- _EXERCISE AIM_
Nothing may be dropped or altered: reproduce all the data.

------ RECORDS PROVIDED

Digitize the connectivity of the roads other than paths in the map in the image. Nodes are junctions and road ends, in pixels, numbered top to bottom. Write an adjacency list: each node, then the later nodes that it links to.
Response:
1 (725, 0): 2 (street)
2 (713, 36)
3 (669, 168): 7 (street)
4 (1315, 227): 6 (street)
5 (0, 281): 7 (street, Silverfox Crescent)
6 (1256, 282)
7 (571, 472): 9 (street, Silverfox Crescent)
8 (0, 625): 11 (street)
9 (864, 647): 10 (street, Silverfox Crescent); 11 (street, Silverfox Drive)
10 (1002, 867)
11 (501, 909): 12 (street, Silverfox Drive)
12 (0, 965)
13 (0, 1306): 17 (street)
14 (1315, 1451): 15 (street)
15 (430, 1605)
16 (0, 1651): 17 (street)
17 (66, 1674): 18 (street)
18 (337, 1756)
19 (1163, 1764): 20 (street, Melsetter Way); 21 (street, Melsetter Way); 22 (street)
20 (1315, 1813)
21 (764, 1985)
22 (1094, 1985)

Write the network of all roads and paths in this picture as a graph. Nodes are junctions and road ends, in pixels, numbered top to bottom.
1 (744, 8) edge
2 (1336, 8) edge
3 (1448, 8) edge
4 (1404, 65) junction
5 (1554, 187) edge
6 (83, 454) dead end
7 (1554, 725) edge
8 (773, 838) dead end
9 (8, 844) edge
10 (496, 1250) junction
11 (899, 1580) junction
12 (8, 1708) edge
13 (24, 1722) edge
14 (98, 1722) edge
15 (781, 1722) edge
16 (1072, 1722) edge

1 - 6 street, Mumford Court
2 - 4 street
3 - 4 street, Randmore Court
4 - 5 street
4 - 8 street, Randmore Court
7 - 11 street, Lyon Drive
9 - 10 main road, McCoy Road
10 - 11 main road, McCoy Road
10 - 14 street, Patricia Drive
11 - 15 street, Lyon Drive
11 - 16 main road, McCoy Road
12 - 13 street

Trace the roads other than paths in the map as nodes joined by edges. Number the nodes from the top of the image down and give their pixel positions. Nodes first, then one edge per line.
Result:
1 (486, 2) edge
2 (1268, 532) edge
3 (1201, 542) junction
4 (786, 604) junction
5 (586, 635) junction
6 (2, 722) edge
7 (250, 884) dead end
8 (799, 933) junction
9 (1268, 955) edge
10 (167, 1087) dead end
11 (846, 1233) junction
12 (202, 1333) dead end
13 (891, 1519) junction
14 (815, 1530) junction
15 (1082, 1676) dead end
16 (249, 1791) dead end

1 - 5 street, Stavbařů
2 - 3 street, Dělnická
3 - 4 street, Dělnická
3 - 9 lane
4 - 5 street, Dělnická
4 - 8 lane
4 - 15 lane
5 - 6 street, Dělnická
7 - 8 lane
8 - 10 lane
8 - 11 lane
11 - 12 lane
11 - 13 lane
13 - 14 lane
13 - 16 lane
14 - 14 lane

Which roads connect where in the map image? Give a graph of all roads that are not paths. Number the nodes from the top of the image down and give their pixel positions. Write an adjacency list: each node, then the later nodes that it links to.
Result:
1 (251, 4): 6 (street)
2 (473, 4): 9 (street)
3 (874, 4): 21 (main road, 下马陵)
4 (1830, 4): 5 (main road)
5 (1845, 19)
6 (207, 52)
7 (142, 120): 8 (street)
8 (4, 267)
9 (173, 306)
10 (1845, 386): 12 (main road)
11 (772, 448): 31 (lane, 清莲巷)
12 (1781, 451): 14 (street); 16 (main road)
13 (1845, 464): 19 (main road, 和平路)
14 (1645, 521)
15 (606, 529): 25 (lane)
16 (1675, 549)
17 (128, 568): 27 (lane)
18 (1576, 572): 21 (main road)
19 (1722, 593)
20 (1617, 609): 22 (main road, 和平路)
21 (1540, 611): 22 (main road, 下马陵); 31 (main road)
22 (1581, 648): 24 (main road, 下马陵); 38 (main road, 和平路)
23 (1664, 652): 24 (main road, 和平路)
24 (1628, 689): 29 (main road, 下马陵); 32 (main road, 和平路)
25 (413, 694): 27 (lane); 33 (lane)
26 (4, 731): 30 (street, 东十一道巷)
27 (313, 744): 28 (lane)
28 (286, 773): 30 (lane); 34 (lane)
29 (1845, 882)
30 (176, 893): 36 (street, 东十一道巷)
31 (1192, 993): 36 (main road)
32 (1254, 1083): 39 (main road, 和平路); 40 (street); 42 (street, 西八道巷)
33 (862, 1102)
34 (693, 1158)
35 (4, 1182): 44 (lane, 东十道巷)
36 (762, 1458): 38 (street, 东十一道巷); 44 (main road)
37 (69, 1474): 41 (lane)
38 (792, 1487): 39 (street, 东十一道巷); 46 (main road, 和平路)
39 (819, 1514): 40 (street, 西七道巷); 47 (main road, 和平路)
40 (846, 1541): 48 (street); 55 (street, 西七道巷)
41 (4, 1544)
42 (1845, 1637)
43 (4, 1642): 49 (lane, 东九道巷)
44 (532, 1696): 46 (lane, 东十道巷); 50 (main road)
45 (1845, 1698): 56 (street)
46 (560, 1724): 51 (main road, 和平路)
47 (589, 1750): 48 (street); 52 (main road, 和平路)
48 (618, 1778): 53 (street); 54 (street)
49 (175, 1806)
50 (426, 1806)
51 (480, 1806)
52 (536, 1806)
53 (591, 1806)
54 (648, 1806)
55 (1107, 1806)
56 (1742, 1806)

------------

- _EXPECTED OUTPUT_
Digitize the connectivity of the roads other than paths in the map in the image. Nodes are junctions and road ends, in pixels, numbered top to bottom. Write an adjacency list: each node, then the later nodes that it links to.
Response:
1 (725, 0): 2 (street)
2 (713, 36)
3 (669, 168): 7 (street)
4 (1315, 227): 6 (street)
5 (0, 281): 7 (street, Silverfox Crescent)
6 (1256, 282)
7 (571, 472): 9 (street, Silverfox Crescent)
8 (0, 625): 11 (street)
9 (864, 647): 10 (street, Silverfox Crescent); 11 (street, Silverfox Drive)
10 (1002, 867)
11 (501, 909): 12 (street, Silverfox Drive)
12 (0, 965)
13 (0, 1306): 17 (street)
14 (1315, 1451): 15 (street)
15 (430, 1605)
16 (0, 1651): 17 (street)
17 (66, 1674): 18 (street)
18 (337, 1756)
19 (1163, 1764): 20 (street, Melsetter Way); 21 (street, Melsetter Way); 22 (street)
20 (1315, 1813)
21 (764, 1985)
22 (1094, 1985)

Write the network of all roads and paths in this picture as a graph. Nodes are junctions and road ends, in pixels, numbered top to bottom.
1 (744, 8) edge
2 (1336, 8) edge
3 (1448, 8) edge
4 (1404, 65) junction
5 (1554, 187) edge
6 (83, 454) dead end
7 (1554, 725) edge
8 (773, 838) dead end
9 (8, 844) edge
10 (496, 1250) junction
11 (899, 1580) junction
12 (8, 1708) edge
13 (24, 1722) edge
14 (98, 1722) edge
15 (781, 1722) edge
16 (1072, 1722) edge

1 - 6 street, Mumford Court
2 - 4 street
3 - 4 street, Randmore Court
4 - 5 street
4 - 8 street, Randmore Court
7 - 11 street, Lyon Drive
9 - 10 main road, McCoy Road
10 - 11 main road, McCoy Road
10 - 14 street, Patricia Drive
11 - 15 street, Lyon Drive
11 - 16 main road, McCoy Road
12 - 13 street

Trace the roads other than paths in the map as nodes joined by edges. Number the nodes from the top of the image down and give their pixel positions. Nodes first, then one edge per line.
Result:
1 (486, 2) edge
2 (1268, 532) edge
3 (1201, 542) junction
4 (786, 604) junction
5 (586, 635) junction
6 (2, 722) edge
7 (250, 884) dead end
8 (799, 933) junction
9 (1268, 955) edge
10 (167, 1087) dead end
11 (846, 1233) junction
12 (202, 1333) dead end
13 (891, 1519) junction
14 (815, 1530) junction
15 (1082, 1676) dead end
16 (249, 1791) dead end

1 - 5 street, Stavbařů
2 - 3 street, Dělnická
3 - 4 street, Dělnická
3 - 9 lane
4 - 5 street, Dělnická
4 - 8 lane
4 - 15 lane
5 - 6 street, Dělnická
7 - 8 lane
8 - 10 lane
8 - 11 lane
11 - 12 lane
11 - 13 lane
13 - 14 lane
13 - 16 lane
14 - 14 lane

Which roads connect where in the map image? Give a graph of all roads that are not paths. Number the nodes from the top of the image down and give their pixel positions. Write an adjacency list: each node, then the later nodes that it links to.
Result:
1 (251, 4): 6 (street)
2 (473, 4): 9 (street)
3 (874, 4): 21 (main road, 下马陵)
4 (1830, 4): 5 (main road)
5 (1845, 19)
6 (207, 52)
7 (142, 120): 8 (street)
8 (4, 267)
9 (173, 306)
10 (1845, 386): 12 (main road)
11 (772, 448): 31 (lane, 清莲巷)
12 (1781, 451): 14 (street); 16 (main road)
13 (1845, 464): 19 (main road, 和平路)
14 (1645, 521)
15 (606, 529): 25 (lane)
16 (1675, 549)
17 (128, 568): 27 (lane)
18 (1576, 572): 21 (main road)
19 (1722, 593)
20 (1617, 609): 22 (main road, 和平路)
21 (1540, 611): 22 (main road, 下马陵); 31 (main road)
22 (1581, 648): 24 (main road, 下马陵); 38 (main road, 和平路)
23 (1664, 652): 24 (main road, 和平路)
24 (1628, 689): 29 (main road, 下马陵); 32 (main road, 和平路)
25 (413, 694): 27 (lane); 33 (lane)
26 (4, 731): 30 (street, 东十一道巷)
27 (313, 744): 28 (lane)
28 (286, 773): 30 (lane); 34 (lane)
29 (1845, 882)
30 (176, 893): 36 (street, 东十一道巷)
31 (1192, 993): 36 (main road)
32 (1254, 1083): 39 (main road, 和平路); 40 (street); 42 (street, 西八道巷)
33 (862, 1102)
34 (693, 1158)
35 (4, 1182): 44 (lane, 东十道巷)
36 (762, 1458): 38 (street, 东十一道巷); 44 (main road)
37 (69, 1474): 41 (lane)
38 (792, 1487): 39 (street, 东十一道巷); 46 (main road, 和平路)
39 (819, 1514): 40 (street, 西七道巷); 47 (main road, 和平路)
40 (846, 1541): 48 (street); 55 (street, 西七道巷)
41 (4, 1544)
42 (1845, 1637)
43 (4, 1642): 49 (lane, 东九道巷)
44 (532, 1696): 46 (lane, 东十道巷); 50 (main road)
45 (1845, 1698): 56 (street)
46 (560, 1724): 51 (main road, 和平路)
47 (589, 1750): 48 (street); 52 (main road, 和平路)
48 (618, 1778): 53 (street); 54 (street)
49 (175, 1806)
50 (426, 1806)
51 (480, 1806)
52 (536, 1806)
53 (591, 1806)
54 (648, 1806)
55 (1107, 1806)
56 (1742, 1806)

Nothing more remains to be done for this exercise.